---- Extracted information
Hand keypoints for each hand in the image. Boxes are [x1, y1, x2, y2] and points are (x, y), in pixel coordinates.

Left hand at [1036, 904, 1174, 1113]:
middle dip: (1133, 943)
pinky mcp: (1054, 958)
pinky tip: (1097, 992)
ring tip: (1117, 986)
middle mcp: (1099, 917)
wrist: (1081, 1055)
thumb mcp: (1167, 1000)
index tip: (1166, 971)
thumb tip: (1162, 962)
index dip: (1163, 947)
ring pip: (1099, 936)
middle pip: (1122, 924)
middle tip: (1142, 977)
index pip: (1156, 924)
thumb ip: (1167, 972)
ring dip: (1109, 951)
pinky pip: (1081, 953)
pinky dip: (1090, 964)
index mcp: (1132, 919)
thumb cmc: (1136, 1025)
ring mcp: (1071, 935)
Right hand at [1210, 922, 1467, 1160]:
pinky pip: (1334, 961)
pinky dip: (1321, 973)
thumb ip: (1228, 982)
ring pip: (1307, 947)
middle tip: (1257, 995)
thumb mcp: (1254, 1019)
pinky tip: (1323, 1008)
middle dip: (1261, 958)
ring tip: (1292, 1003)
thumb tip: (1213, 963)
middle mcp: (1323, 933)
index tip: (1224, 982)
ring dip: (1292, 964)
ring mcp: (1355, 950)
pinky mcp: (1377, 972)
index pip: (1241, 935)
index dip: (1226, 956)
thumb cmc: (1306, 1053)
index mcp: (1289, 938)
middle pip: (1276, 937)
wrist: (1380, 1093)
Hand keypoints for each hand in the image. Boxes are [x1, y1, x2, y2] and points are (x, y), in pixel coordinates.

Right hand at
--------
---- Extracted information
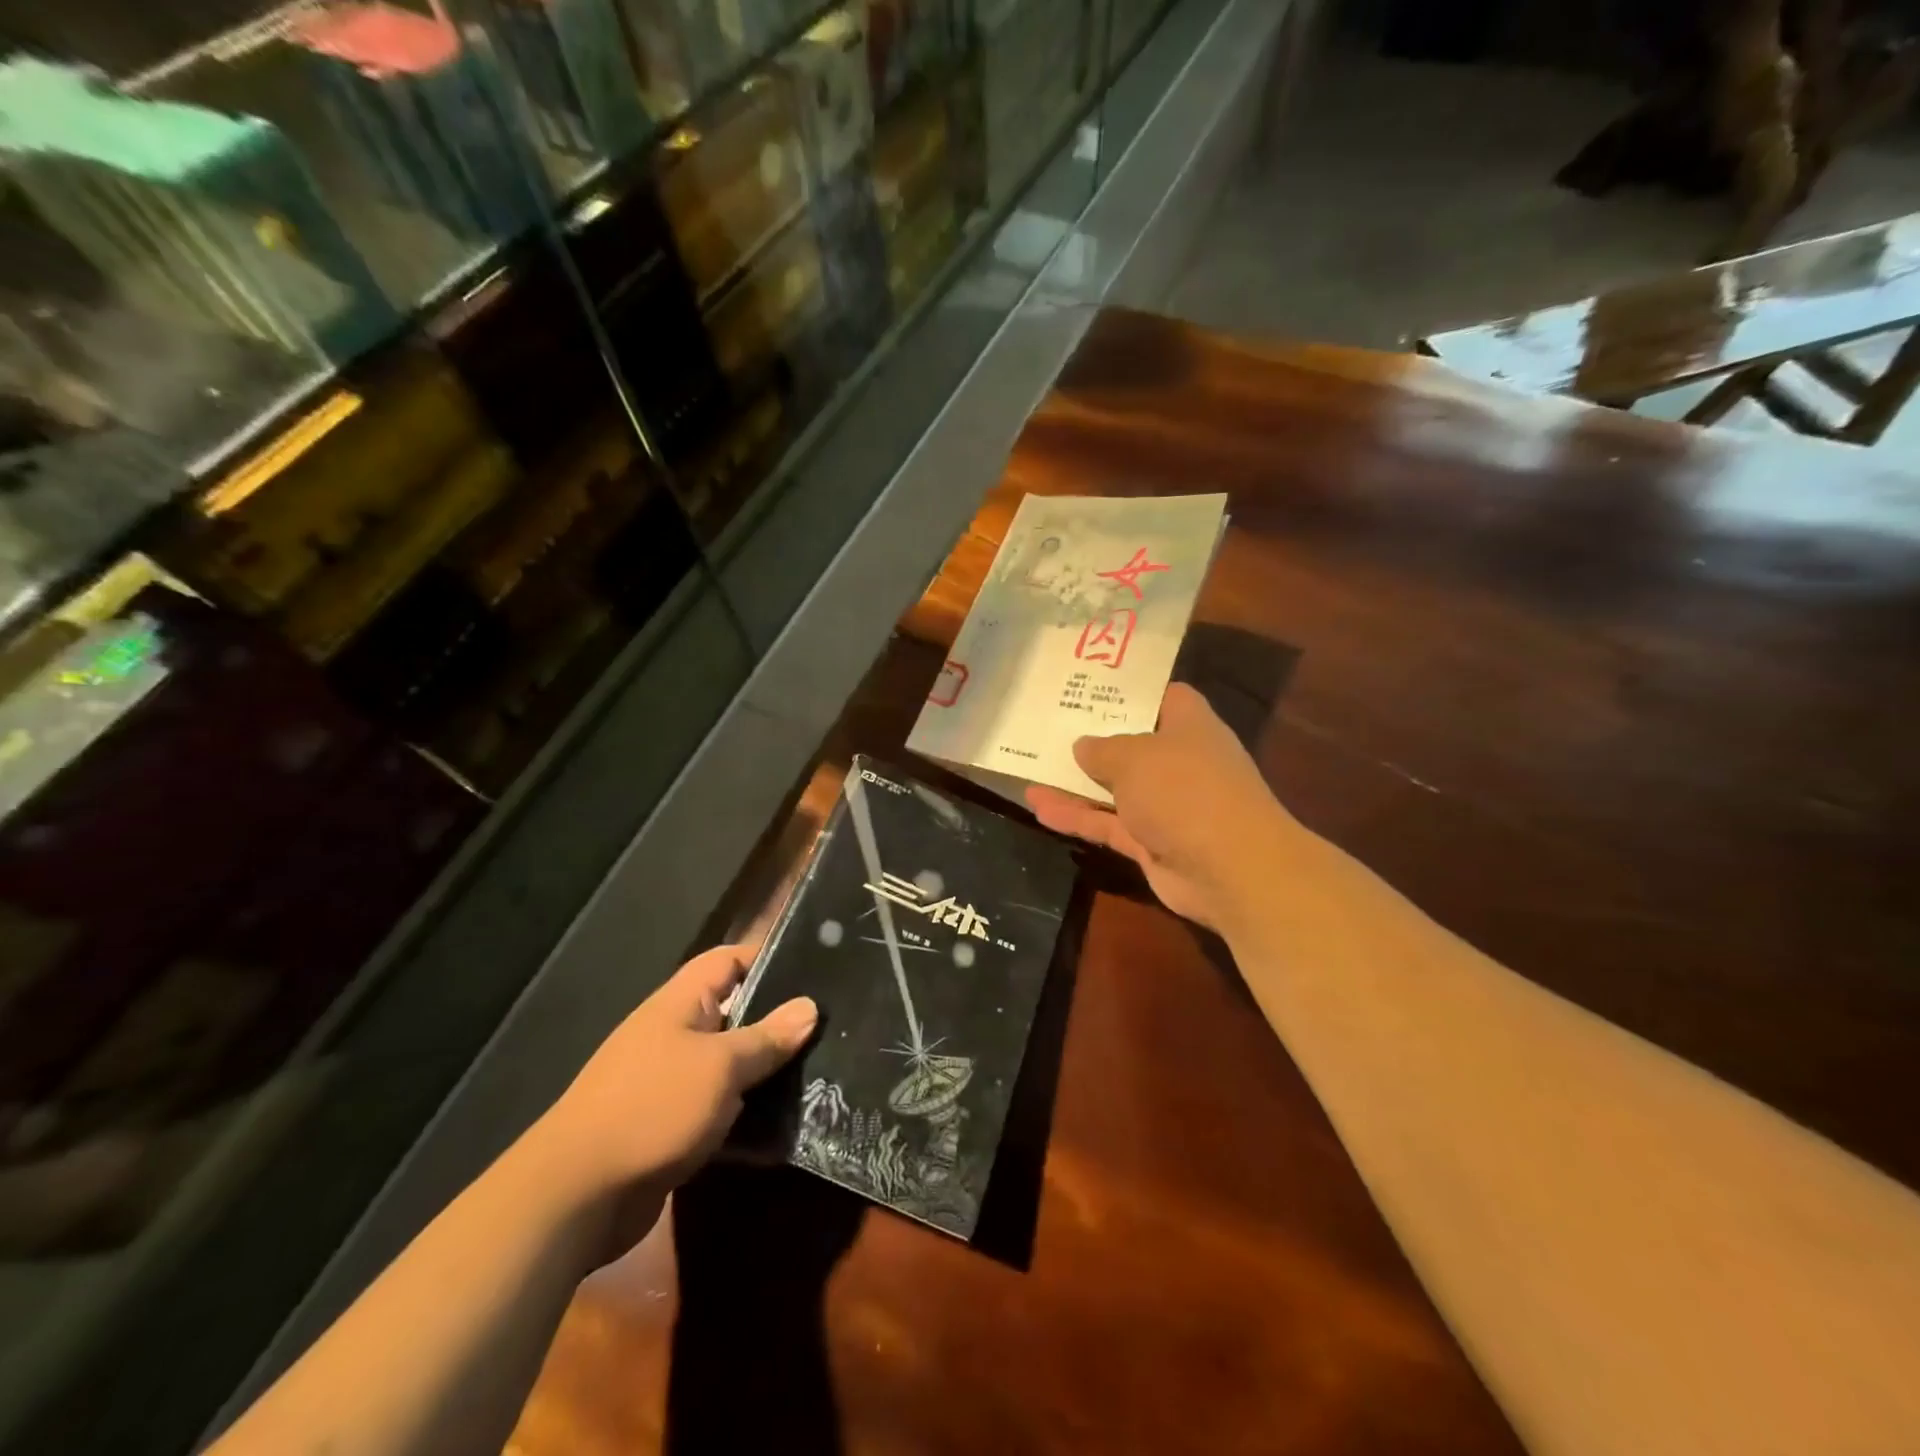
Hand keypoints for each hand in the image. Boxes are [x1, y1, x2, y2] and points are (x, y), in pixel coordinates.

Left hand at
--------
■ Work item:
One stretch of the lines above is wanted, from the line that contains "pinky pip: (1334, 961)" through the line that contains "middle mcp: (1323, 933)". Output it exactly.

■ Answer section:
pinky pip: (1334, 961)
pinky dip: (1321, 973)
thumb ip: (1228, 982)
ring pip: (1307, 947)
middle tip: (1257, 995)
thumb mcp: (1254, 1019)
pinky tip: (1323, 1008)
middle dip: (1261, 958)
ring tip: (1292, 1003)
thumb tip: (1213, 963)
middle mcp: (1323, 933)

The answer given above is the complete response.